=== Begin Enclosure ===

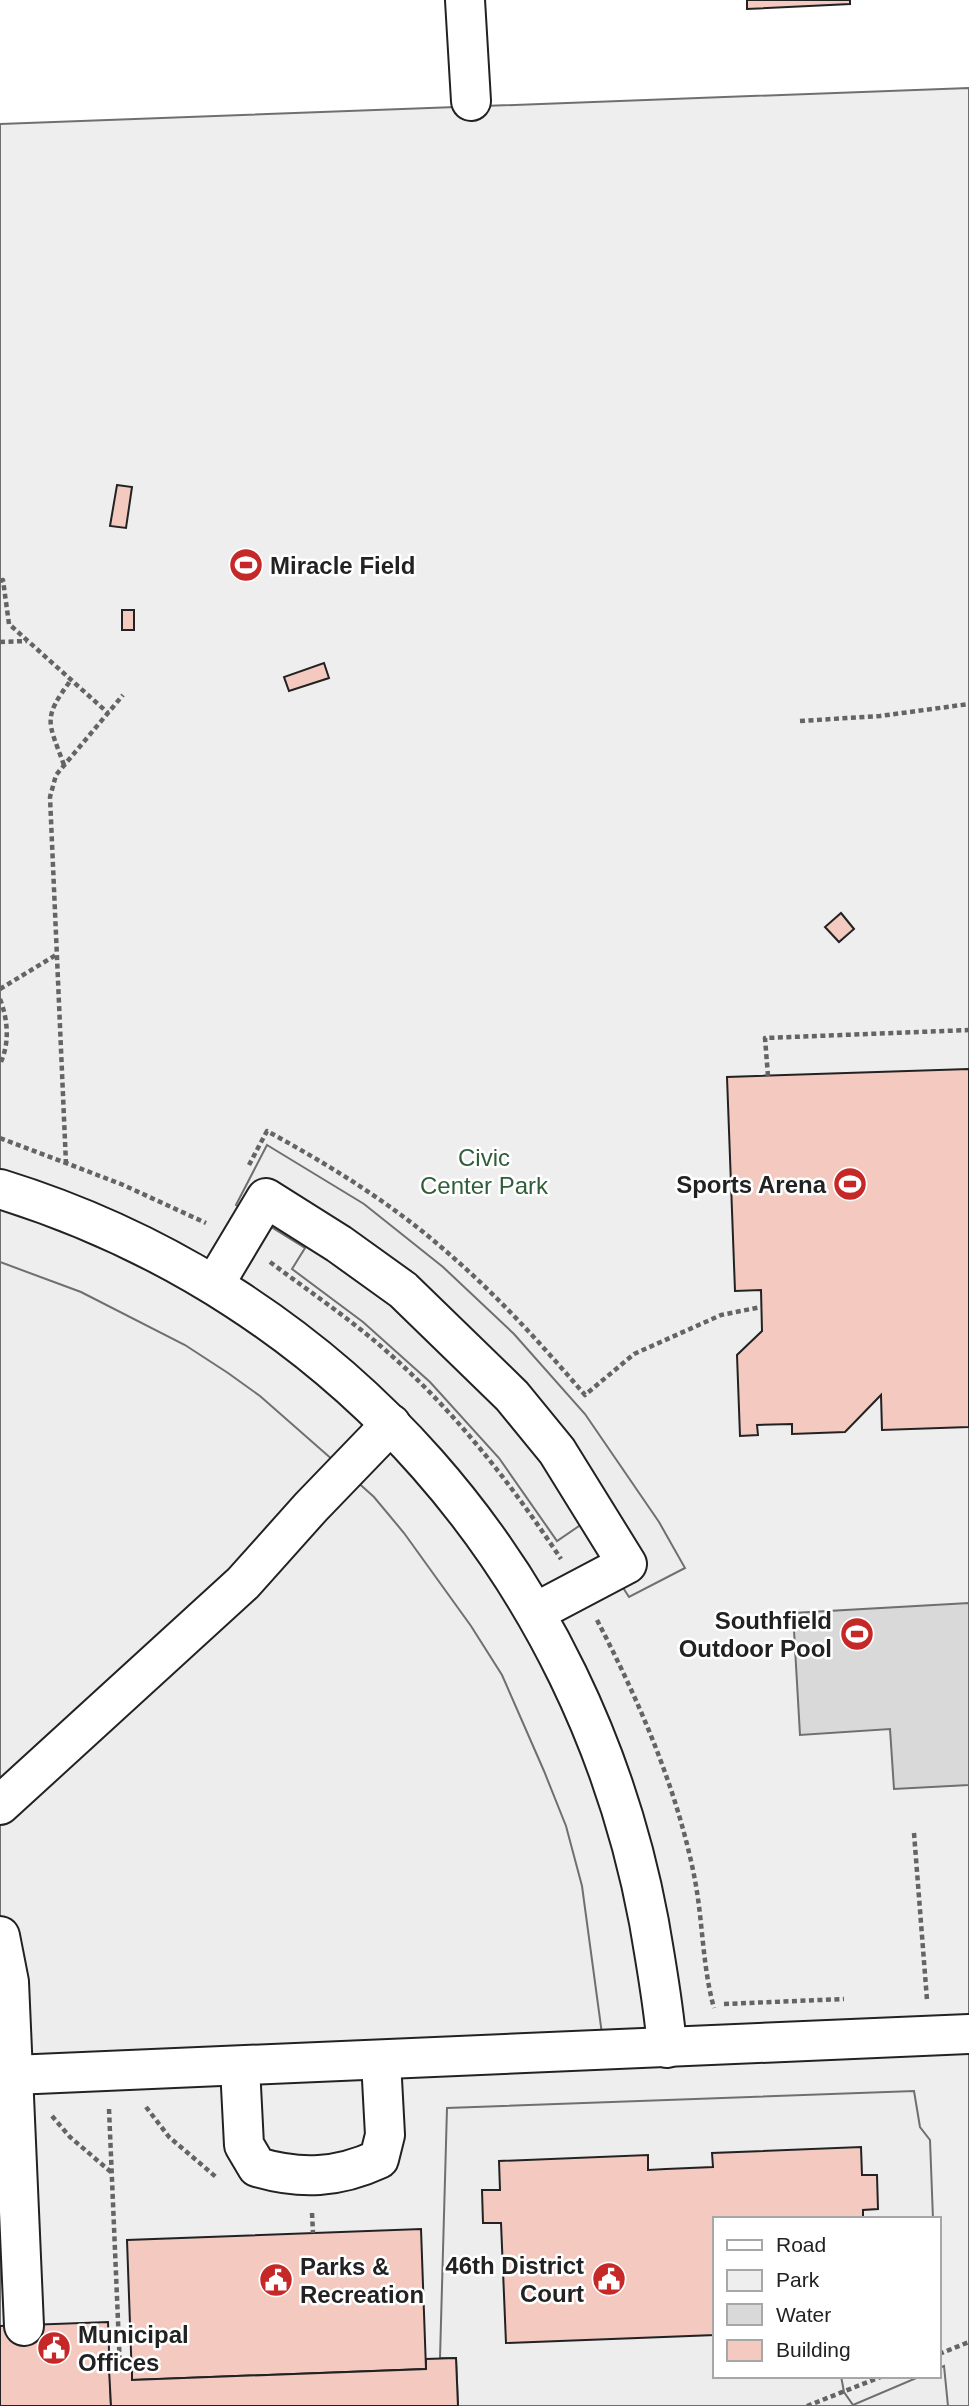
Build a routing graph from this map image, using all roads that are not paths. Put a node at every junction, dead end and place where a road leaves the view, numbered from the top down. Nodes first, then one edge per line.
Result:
1 (465, 0) edge
2 (471, 101) dead end
3 (0, 1189) edge
4 (214, 1285) junction
5 (391, 1424) junction
6 (536, 1612) junction
7 (0, 1805) edge
8 (0, 1936) edge
9 (969, 2034) edge
10 (667, 2049) junction
11 (381, 2061) junction
12 (240, 2067) junction
13 (13, 2075) junction
14 (24, 2326) dead end

1 - 2 street
3 - 4 street
4 - 5 street
4 - 6 street
5 - 6 street
5 - 7 street
6 - 10 street
8 - 13 street
9 - 10 street
10 - 11 street
11 - 12 street
11 - 12 street
12 - 13 street
13 - 14 street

=== End Enclosure ===

→ **Exercise**
Please repeat all of the data exactly as it stands, leaving the pictures out.

→ **Output of the task**
Build a routing graph from this map image, using all roads that are not paths. Put a node at every junction, dead end and place where a road leaves the view, numbered from the top down. Nodes first, then one edge per line.
Result:
1 (465, 0) edge
2 (471, 101) dead end
3 (0, 1189) edge
4 (214, 1285) junction
5 (391, 1424) junction
6 (536, 1612) junction
7 (0, 1805) edge
8 (0, 1936) edge
9 (969, 2034) edge
10 (667, 2049) junction
11 (381, 2061) junction
12 (240, 2067) junction
13 (13, 2075) junction
14 (24, 2326) dead end

1 - 2 street
3 - 4 street
4 - 5 street
4 - 6 street
5 - 6 street
5 - 7 street
6 - 10 street
8 - 13 street
9 - 10 street
10 - 11 street
11 - 12 street
11 - 12 street
12 - 13 street
13 - 14 street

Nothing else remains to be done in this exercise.